Perhaps a pow-wow with the enormous talent and the brains behind the show had at their disposal to create something memorable, didn’t take place?

We’ll never know.

It rather seems that the directives of this Youtube show left the conceptualizing to their kids; finger paint, chalk, and babies were ill-used and unfortunately reminded us more of a Nickelodeon show than one targeting a more grown-up audience.

On the other hand, the star power Youtbue assembled for this awards show was impressive.

Lady Gaga performed an overly melancholic number (she cried while she sang and played the piano) and was practically unrecognizable.

“She was on stage playing the piano and singing with a flannel and no pants on,” said Valle in an interview for NYU Local the university’s digital publication.

Never the less, the award winners were the true representations of the spirit of Youtube: low production, low budget, and high popularity since the votes were cast by fans. See the complete list of winners here.

Having a bunch of young adults in the audience for the inaugural Youtube awards show made sense, especially making them part of the history this show intended to create right before their eyes.

After all,  the majority of those present were born and bred fans of the video channel, and likely don’t let a day go by without a daily dose of Youtube slap stick or raw talent (must I mention Justin Beiber?).

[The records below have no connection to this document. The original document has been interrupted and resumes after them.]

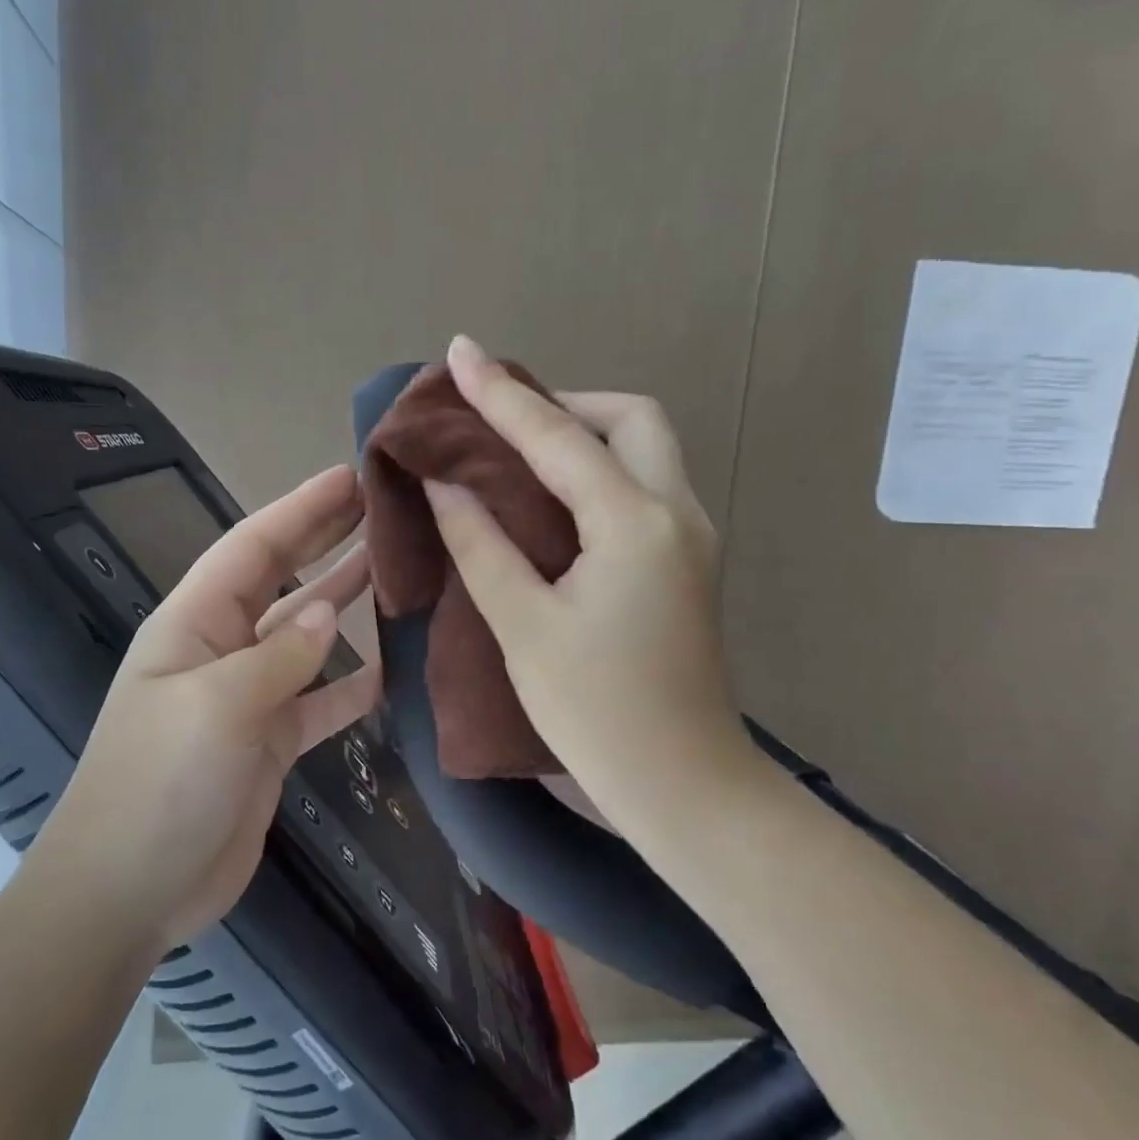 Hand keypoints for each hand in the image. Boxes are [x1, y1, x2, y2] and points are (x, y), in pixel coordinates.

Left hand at [41, 466, 380, 954]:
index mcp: (193, 623)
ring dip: (344, 603)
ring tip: (396, 569)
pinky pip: (319, 701)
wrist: (130, 890)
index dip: (301, 509)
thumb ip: (279, 657)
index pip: (253, 548)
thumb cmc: (159, 785)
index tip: (351, 476)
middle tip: (382, 506)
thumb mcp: (218, 707)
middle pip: (280, 580)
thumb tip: (326, 614)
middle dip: (325, 540)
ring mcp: (247, 698)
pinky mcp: (269, 744)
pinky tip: (393, 670)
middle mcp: (220, 650)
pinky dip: (351, 685)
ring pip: (305, 638)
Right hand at [424, 336, 755, 835]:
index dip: (501, 395)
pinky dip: (598, 471)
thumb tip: (446, 484)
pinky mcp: (687, 565)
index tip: (460, 353)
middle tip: (502, 422)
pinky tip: (553, 499)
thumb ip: (482, 544)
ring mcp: (691, 538)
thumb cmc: (596, 712)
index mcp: (634, 523)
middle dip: (565, 403)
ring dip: (585, 434)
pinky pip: (643, 488)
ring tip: (519, 452)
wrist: (684, 787)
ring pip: (645, 450)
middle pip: (631, 419)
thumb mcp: (523, 626)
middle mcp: (676, 514)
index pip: (558, 436) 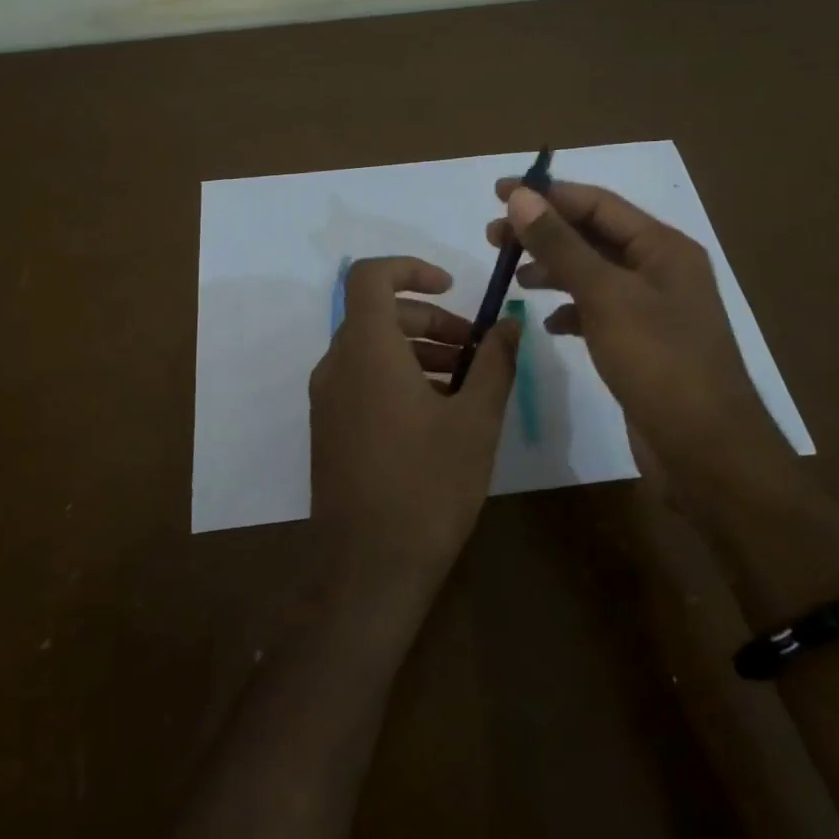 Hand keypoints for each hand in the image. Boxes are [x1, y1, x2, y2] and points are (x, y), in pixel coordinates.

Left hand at [309, 257, 520, 582]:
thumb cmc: (427, 487)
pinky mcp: (329, 429)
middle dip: (430, 320)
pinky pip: (362, 381)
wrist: (369, 569)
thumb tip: (510, 324)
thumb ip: (495, 363)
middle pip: (378, 315)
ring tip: (466, 383)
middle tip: (476, 348)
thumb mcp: (475, 421)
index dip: (410, 269)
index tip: (451, 288)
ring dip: (418, 350)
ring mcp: (327, 400)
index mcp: (367, 352)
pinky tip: (438, 414)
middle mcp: (337, 366)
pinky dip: (398, 377)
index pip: (370, 277)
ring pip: (372, 350)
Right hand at [487, 180, 790, 490]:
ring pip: (593, 274)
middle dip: (544, 233)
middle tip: (493, 237)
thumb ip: (561, 245)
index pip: (597, 203)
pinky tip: (550, 323)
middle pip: (594, 236)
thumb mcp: (605, 296)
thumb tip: (520, 196)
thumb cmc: (659, 362)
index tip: (498, 192)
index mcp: (663, 247)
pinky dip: (572, 310)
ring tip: (514, 277)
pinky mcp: (642, 344)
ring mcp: (653, 309)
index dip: (547, 194)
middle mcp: (661, 270)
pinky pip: (599, 311)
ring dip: (554, 270)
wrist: (705, 450)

Having Spike Jonez helm this show was clever  as well. His successful film, “Where The Wild Things Are,” struck a chord with the hipster demo targeted by Youtube.

And the fact that Spike Jonze organized the chaos that was the YTMA speaks volumes about the potential of future Youtube awards shows.

However, with this 2013 cyber-experiment out of the way, the focus should be on next year’s event because there’s so much room for improvement  for Youtube to showcase and reward the talent this site effortlessly captures.

Moving on. Let’s simply rewind this video and make believe this didn’t really happen.